Straw Prompting
A demo is not an eval. That is the AI rollout mistake hiding in plain sight.
An AI demo is not an eval.
That is the mistake behind a lot of brittle enterprise AI rollouts. The demo proves the model can answer one polished question in one controlled room. An eval — a test set of real cases, scored against a written standard — tells you whether the system can survive actual users.
Most teams still ship the demo.
That is what I am calling straw prompting: building an AI feature out of a hand-tuned prompt, testing it on the cases that already work, and launching before the messy cases arrive.
It looks like a house.
It is not ready for weather.
The happy path is not the product
Air Canada learned this in public.
In 2022, a customer used Air Canada’s website chatbot while booking travel after a death in the family. The chatbot told him he could buy a full-price ticket, travel, and then apply later for the airline’s bereavement fare.
That was wrong.
The airline’s actual bereavement policy said the discount could not be requested after travel had already happened. The chatbot even linked to the page with the correct policy, but the answer it gave in the conversation was still misleading.
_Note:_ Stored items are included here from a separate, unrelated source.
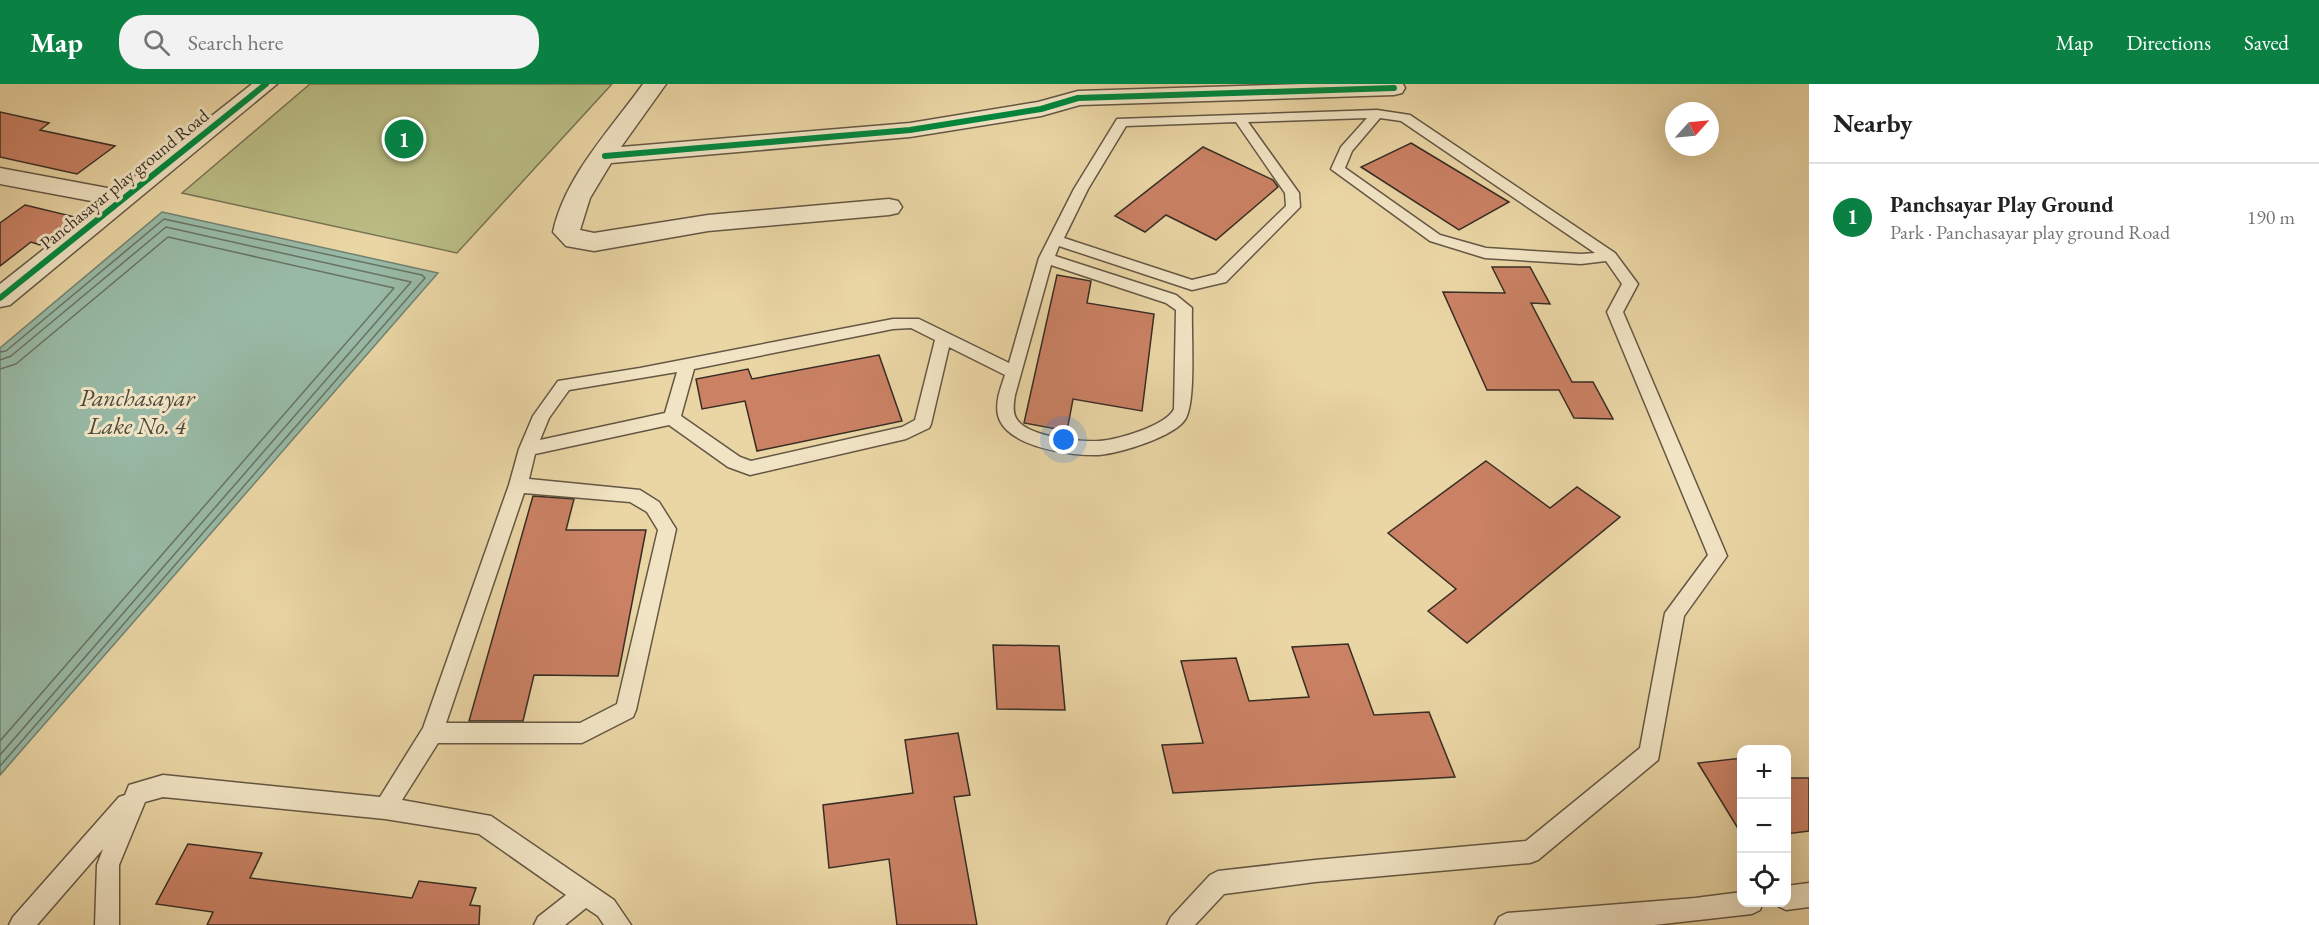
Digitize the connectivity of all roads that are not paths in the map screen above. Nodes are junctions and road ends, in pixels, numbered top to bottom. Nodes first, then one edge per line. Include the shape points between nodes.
1 (266, 84) edge
2 (655, 84) edge
3 (1394, 88) dead end
4 (1377, 114) junction
5 (1239, 118) junction
6 (605, 156) junction
7 (0, 176) edge
8 (123, 200) junction
9 (889, 207) dead end
10 (1056, 240) junction
11 (1610, 256) junction
12 (1046, 258) junction
13 (0, 298) edge
14 (943, 338) junction
15 (688, 363) junction
16 (1014, 372) junction
17 (672, 418) junction
18 (528, 448) junction
19 (518, 485) junction
20 (432, 733) junction
21 (137, 793) junction
22 (385, 808) junction
23 (586, 894) junction
24 (1809, 895) edge
25 (1791, 897) edge
26 (1737, 905) edge
27 (21, 925) edge
28 (107, 925) edge
29 (546, 925) edge
30 (619, 925) edge
31 (1179, 925) edge
32 (1507, 925) edge

1 - 8 street, Panchasayar play ground Road
2 - 6 street
3 - 6 street via 1077,98 1041,110 910,130
4 - 5 lane
4 - 11 lane via 1405,118
4 - 11 lane via 1346,150 1338,169 1434,238 1485,253 1581,259
5 - 10 lane via 1122,122 1081,189
5 - 10 lane via 1292,193 1293,207 1221,278 1192,285
6 - 9 street via 576,196 566,221 566,232 575,240 594,242 708,223
7 - 8 street
8 - 13 street, Panchasayar play ground Road
10 - 12 lane
11 - 31 lane via 1630,284 1615,312 1718,556 1675,613 1650,753 1530,852 1218,883
12 - 16 lane
12 - 16 lane via 1170,299 1184,308 1182,410 1174,422 1140,438 1101,448 1048,443 1017,431 1006,418
14 - 15 lane via 913,323 894,324
14 - 16 lane
14 - 17 lane via 923,424 906,433 750,468 734,462
15 - 17 lane
15 - 18 lane via 564,385 541,416
17 - 18 lane
18 - 19 lane
19 - 20 lane
19 - 20 lane via 634,495 653,507 667,529 626,710 582,733
20 - 22 lane
21 - 22 lane via 163,786
21 - 27 lane
21 - 28 lane via 108,865
22 - 23 lane via 483,824
23 - 29 lane
23 - 30 lane via 606,908
24 - 25 lane
26 - 32 lane

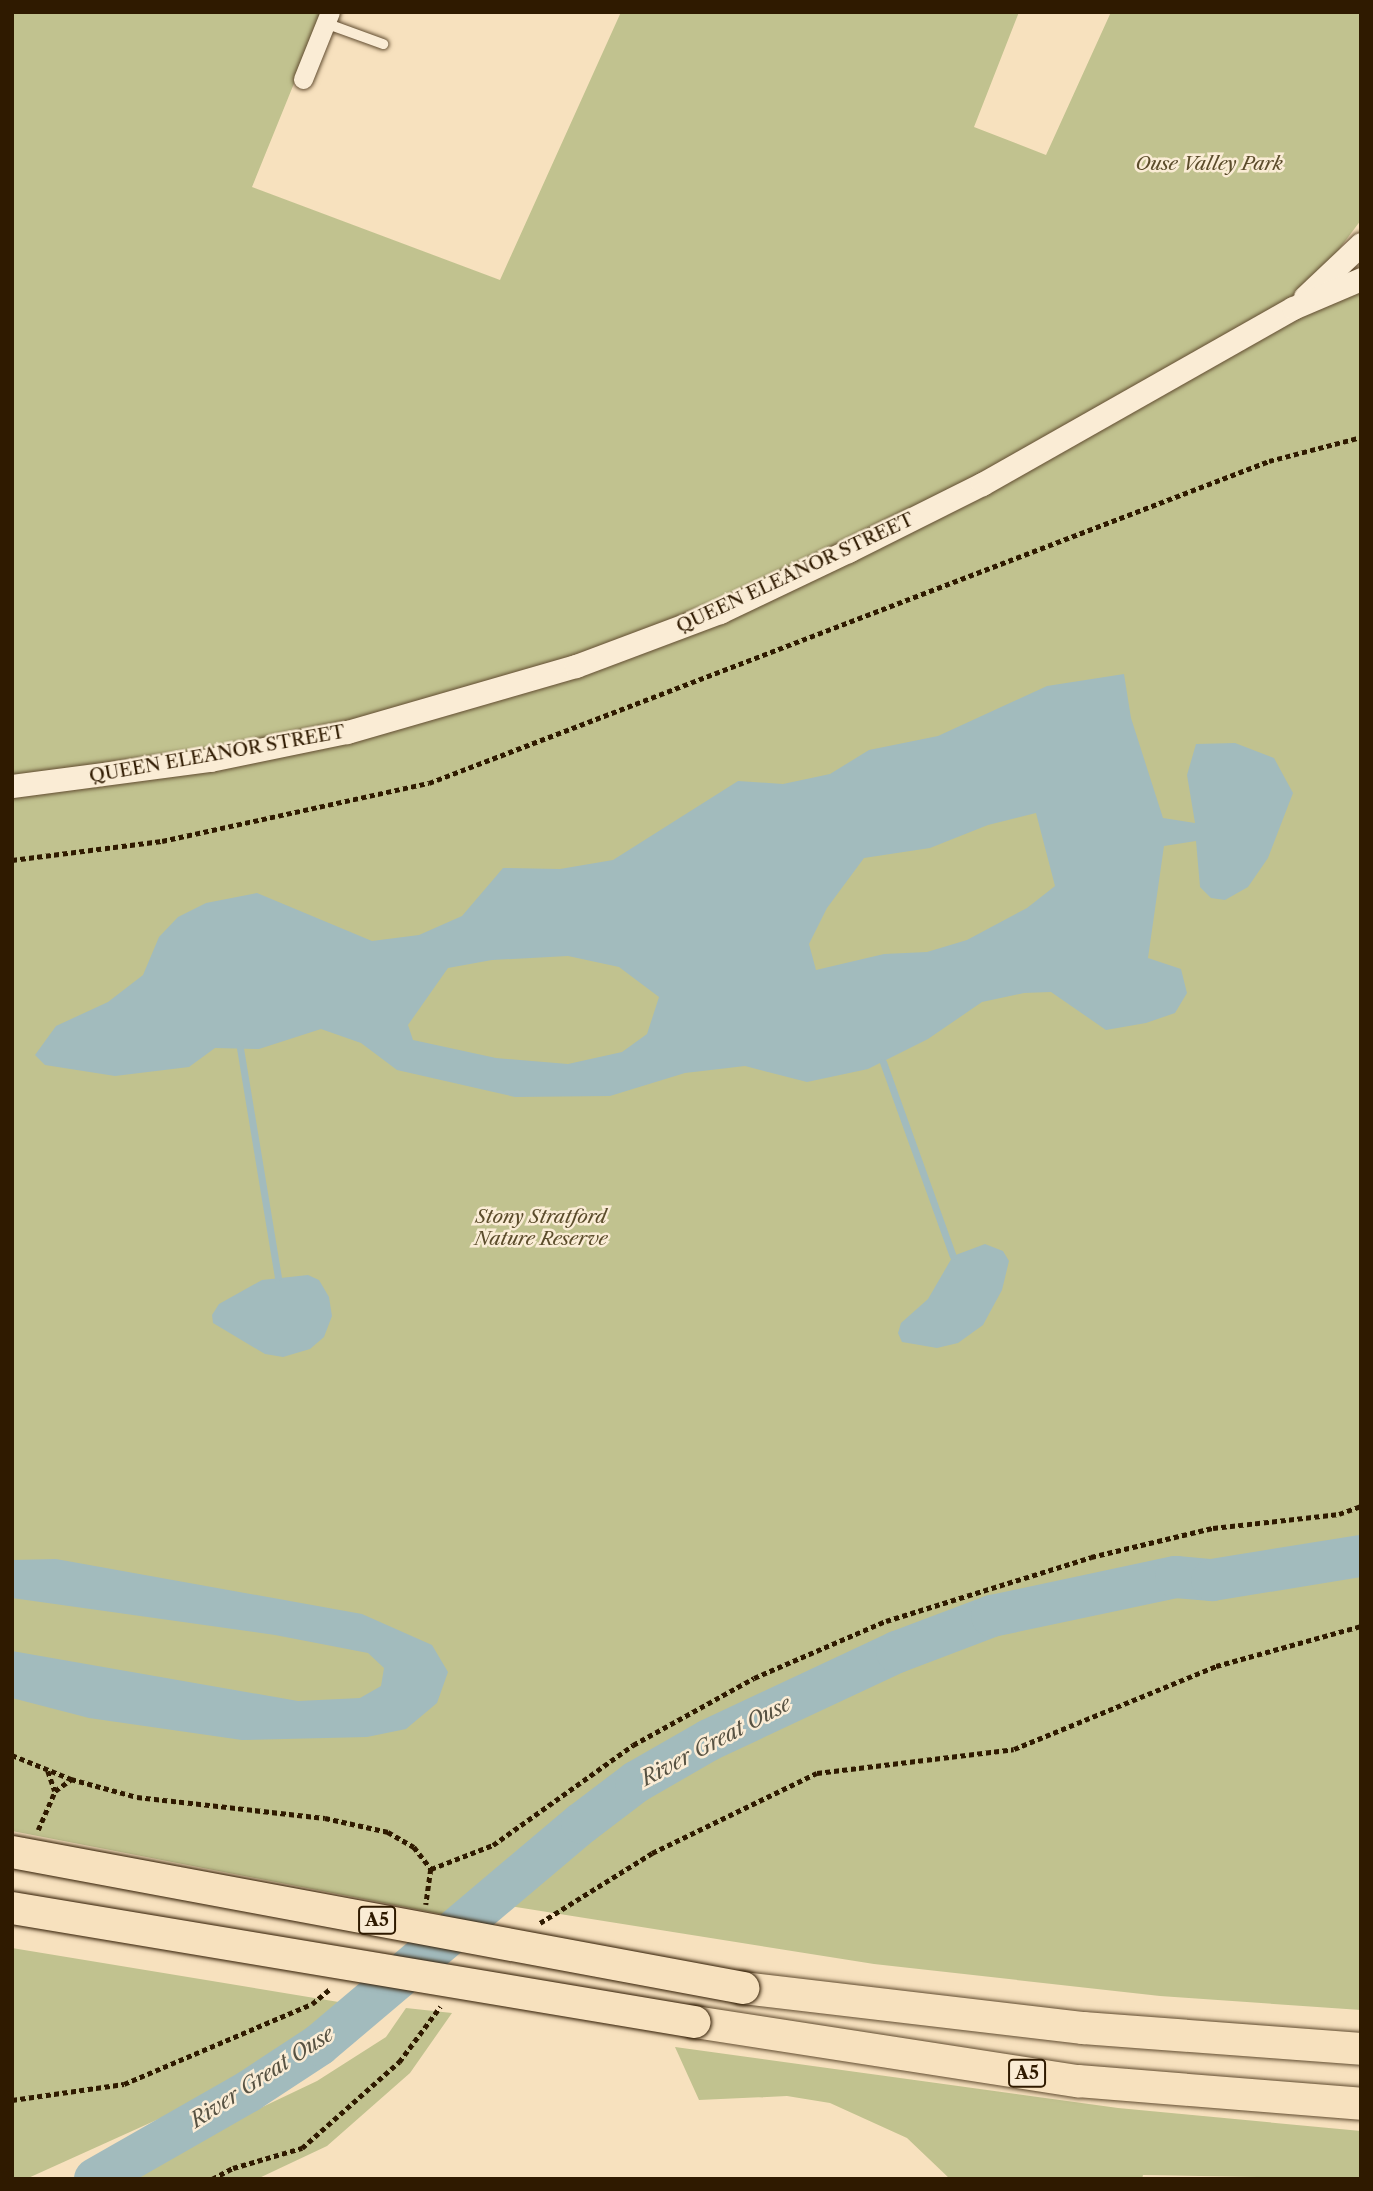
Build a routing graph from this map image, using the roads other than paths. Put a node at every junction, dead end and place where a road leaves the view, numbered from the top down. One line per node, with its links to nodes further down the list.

The customer relied on the chatbot, travelled, and later asked for the fare difference. Air Canada refused. In 2024, British Columbia’s Civil Resolution Tribunal found Air Canada liable for negligent misrepresentation and ordered it to pay damages, interest, and fees.
The product lesson is not “chatbots are bad.”
It is sharper than that.
Air Canada had the correct information on its own website. The failure was that the interactive answer surface did not reliably behave like the policy it was supposed to represent.
That is the straw-prompting pattern in the wild.
The company did not just need a chatbot that could answer bereavement questions. It needed a system that could notice policy conflict, ground answers in the current source of truth, and escalate when the answer affected money, rights, or obligations.
A working answer was not enough.
The answer had to be governed like part of the product.
The wolf is variance
The wolf is not a smarter model from a competitor.
The wolf is variance: the messy spread of real-world inputs that your demo never saw.
Users misspell things. They paste half a policy. They use internal acronyms. They ask two questions at once. They omit context. They ask in anger. They ask in formats your prompt writer did not imagine.
OpenAI’s eval guidance makes the point plainly: AI systems need task-specific tests that reflect real-world conditions, edge cases, and continuous change. “Looks good to me” is an anti-pattern, not a launch gate.
That is the trap. A demo that works ten times in a row does not tell you how the system behaves on the eleventh thousand.
The launch review should expose the failure mode
You do not need a 40-point governance checklist to spot straw prompting.
You need a launch review that separates symptoms from causes. Run it against five patterns:
Polished examples, not error rates — the team tested the demo, not the system. Require a real-input eval set before launch.
No one can name the top failure modes — the risk model is missing. Write the failure list before tuning the prompt.
Output quality judged by vibes — the team has no shared standard. Create a rubric before reviewing answers.
“Guardrails later” in the plan — controls are being treated as cleanup. Define refusal, escalation, and source-of-truth rules now.
The prompt writer also wrote the tests — the eval is likely overfit to the happy path. Add messy cases from real usage, edge conditions, policy boundaries, and expert review.
The point is not to punish the team for moving quickly. It is to find the root cause while the cost of fixing it is still low.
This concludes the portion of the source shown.